Type of information:

experimental study

Adequacy of study:

key study

Study period:

25 July 1973

Reliability:

2 (reliable with restrictions)

Rationale for reliability incl. deficiencies:

comparable to guideline study with acceptable restrictions

Qualifier:

equivalent or similar to guideline

Guideline:

OECD Guideline 401 (Acute Oral Toxicity)

GLP compliance:

no

Test type:

standard acute method

Limit test:

yes

Species:

rat

Strain:

not specified

Sex:

not specified

Details on test animals or test system and environmental conditions:

TEST ANIMALS
not specified

Route of administration:

oral: gavage

Vehicle:

unchanged (no vehicle)

Doses:

5000 mg/kg bw

No. of animals per sex per dose:

10

Control animals:

no

Details on study design:

- Duration of observation period following administration: 14 days
- Other examinations performed: clinical signs

Key result

Sex:

not specified

Dose descriptor:

LD50

Effect level:

> 5 000 mg/kg bw

Based on:

test mat.

Mortality:

No mortality observed.

Clinical signs:

other: No symptoms observed during the 14-day observation period.

Gross pathology:

No pathology reported.

Interpretation of results:

other: Not acute toxic

Remarks:

in accordance with EU CLP (EC 1272/2008 and its updates)

Conclusions:

The acute oral toxicity test showed a LD50 of > 5000 mg/kg bw.
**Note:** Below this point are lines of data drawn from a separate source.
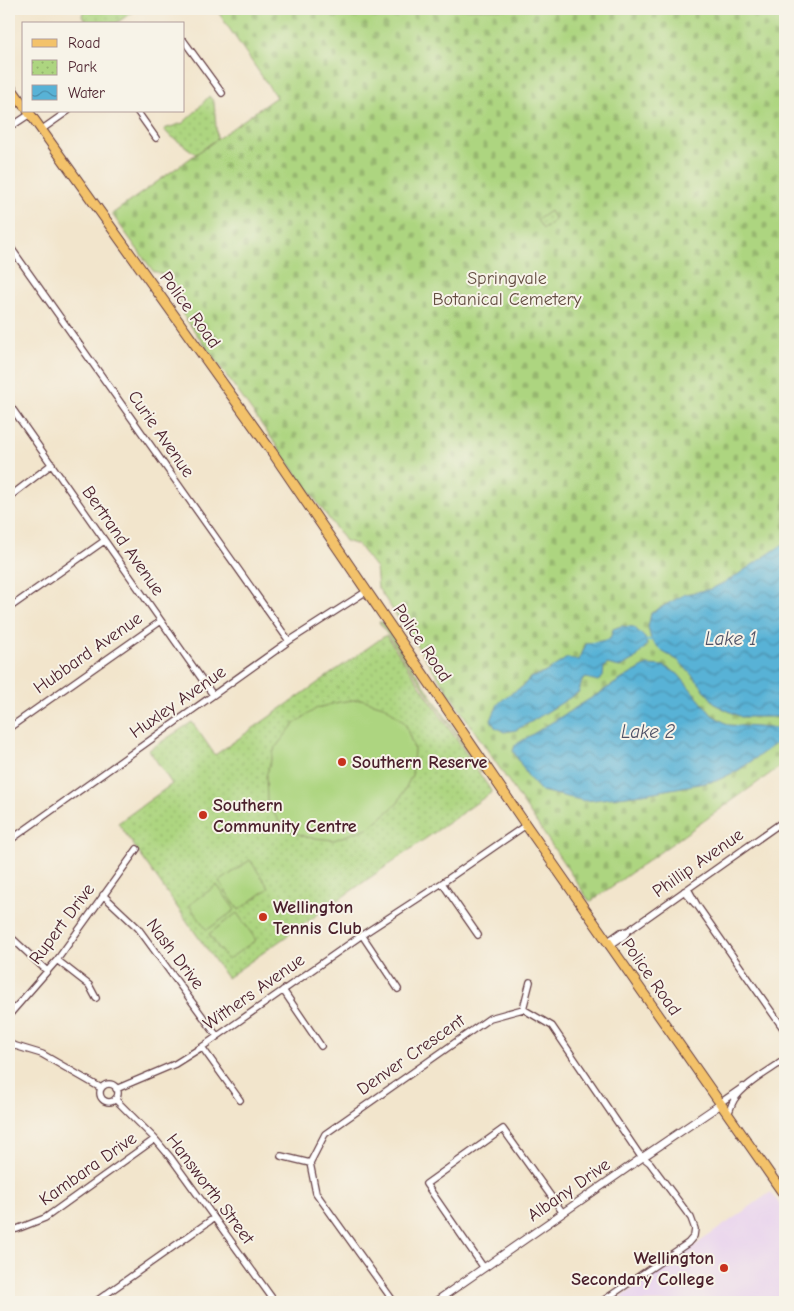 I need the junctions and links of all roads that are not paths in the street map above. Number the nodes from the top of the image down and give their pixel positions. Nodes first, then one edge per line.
1 (185, 42) edge
2 (9, 86) edge
3 (222, 93) dead end
4 (22, 103) edge
5 (29, 112) edge
6 (67, 112) edge
7 (138, 112) edge
8 (9, 128) edge
9 (41, 130) junction
10 (156, 138) dead end
11 (9, 245) edge
12 (9, 404) edge
13 (52, 464) junction
14 (9, 497) edge
15 (104, 541) junction
16 (368, 591) junction
17 (9, 608) edge
18 (161, 621) junction
19 (289, 642) junction
20 (213, 695) junction
21 (9, 728) edge
22 (785, 820) edge
23 (526, 825) junction
24 (9, 841) edge
25 (137, 849) dead end
26 (442, 883) junction
27 (686, 890) junction
28 (103, 895) junction
29 (478, 934) dead end
30 (362, 935) junction
31 (14, 940) dead end
32 (608, 944) junction
33 (57, 960) junction
34 (46, 971) junction
35 (530, 982) dead end
36 (398, 989) dead end
37 (283, 990) junction
38 (96, 998) dead end
39 (523, 1009) junction
40 (9, 1015) edge
41 (785, 1030) edge
42 (217, 1036) junction
43 (9, 1044) edge
44 (321, 1046) dead end
45 (202, 1047) junction
46 (785, 1059) edge
47 (750, 1084) junction
48 (101, 1088) junction
49 (116, 1089) junction
50 (115, 1100) junction
51 (240, 1100) dead end
52 (721, 1104) junction
53 (728, 1115) junction
54 (155, 1140) junction
55 (281, 1156) dead end
56 (643, 1157) junction
57 (310, 1163) junction
58 (785, 1196) edge
59 (563, 1213) junction
60 (214, 1218) junction
61 (9, 1230) edge
62 (484, 1268) junction
63 (273, 1300) edge
64 (95, 1302) edge
65 (264, 1302) edge
66 (394, 1302) edge
67 (436, 1302) edge
68 (601, 1302) edge

1 - 3 street
2 - 4 main road
5 - 8 street
5 - 9 main road, Police Road
6 - 9 street
7 - 10 street
9 - 16 main road, Police Road
11 - 19 street, Curie Avenue
12 - 13 street, Bertrand Avenue
13 - 14 street
13 - 15 street, Bertrand Avenue
15 - 17 street
15 - 18 street, Bertrand Avenue
16 - 19 street, Huxley Avenue
16 - 23 main road, Police Road
18 - 20 street, Bertrand Avenue
18 - 21 street, Hubbard Avenue
19 - 20 street, Huxley Avenue
20 - 24 street, Huxley Avenue
22 - 27 street, Phillip Avenue
23 - 26 street, Withers Avenue
23 - 32 main road, Police Road
25 - 28 street, Rupert Drive
26 - 29 street
26 - 30 street, Withers Avenue
27 - 32 street, Phillip Avenue
27 - 41 street
28 - 33 street, Rupert Drive
28 - 42 street, Nash Drive
30 - 36 street
30 - 37 street, Withers Avenue
31 - 34 street
32 - 52 main road, Police Road
33 - 34 street, Rupert Drive
33 - 38 street
34 - 40 street, Rupert Drive
35 - 39 street
37 - 42 street, Withers Avenue
37 - 44 street
39 - 56 street
39 - 57 street, Denver Crescent
42 - 45 street, Withers Avenue
43 - 48 street
45 - 49 street, Withers Avenue
45 - 51 street
46 - 47 street
47 - 52 street
47 - 53 street
48 - 49 street
48 - 50 street
49 - 50 street
50 - 54 street, Hansworth Street
52 - 53 main road, Police Road
52 - 56 street, Albany Drive
53 - 58 main road, Police Road
54 - 60 street, Hansworth Street
54 - 61 street, Kambara Drive
55 - 57 street
56 - 59 street, Albany Drive
56 - 68 street
57 - 66 street
59 - 62 street, Albany Drive
59 - 62 street
60 - 63 street, Hansworth Street
60 - 64 street
62 - 67 street, Albany Drive
63 - 65 street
Based on this result, the substance is considered to be not acute toxic via the oral route.

Executive summary:

Geranium oil is tested for acute oral toxicity in a study performed similar to OECD TG 401. Ten rats were exposed to the test substance via oral gavage. Animals received a dose of 5000 mg/kg bw. The animals were observed for clinical signs for 14 days. In this study none of the animals died and no clinical signs were observed during the 14 -day observation period. The LD50 was determined to be higher than 5000 mg/kg bw.

Endpoint conclusion

Endpoint conclusion:

no adverse effect observed

Additional information

Acute oral toxicity

Geranium oil is tested for acute oral toxicity in a study performed similar to OECD TG 401. Ten rats were exposed to the test substance via oral gavage. Animals received a dose of 5000 mg/kg bw. The animals were observed for clinical signs for 14 days. In this study none of the animals died and no clinical signs were observed during the 14-day observation period. The LD50 was determined to be higher than 5000 mg/kg bw .

Acute dermal toxicity

Geranium oil was tested in an acute dermal toxicity study similar to OECD TG 402. Sixteen rabbits were exposed to the test substance via dermal application. Four animals per dose were exposed to 1250, 2500, and 5000 mg/kg bw. The animals were observed for clinical signs and mortality for 14 days. No mortality was observed in the 1250 mg/kg bw dose group. In the 2500 mg/kg bw dose and 5000 mg/kg bw dose group 2 animals died. Based on these results it is not possible to determine an exact LD50, but as two animals died at 2500 and 5000 mg/kg bw it ise expected that the LD50 is higher than 2000 mg/kg bw.

Justification for classification or non-classification

Based on the available data, the substance does not need to be classified for acute toxicity in accordance with the criteria outlined in EU CLP (EC no 1272/2008 and its amendments).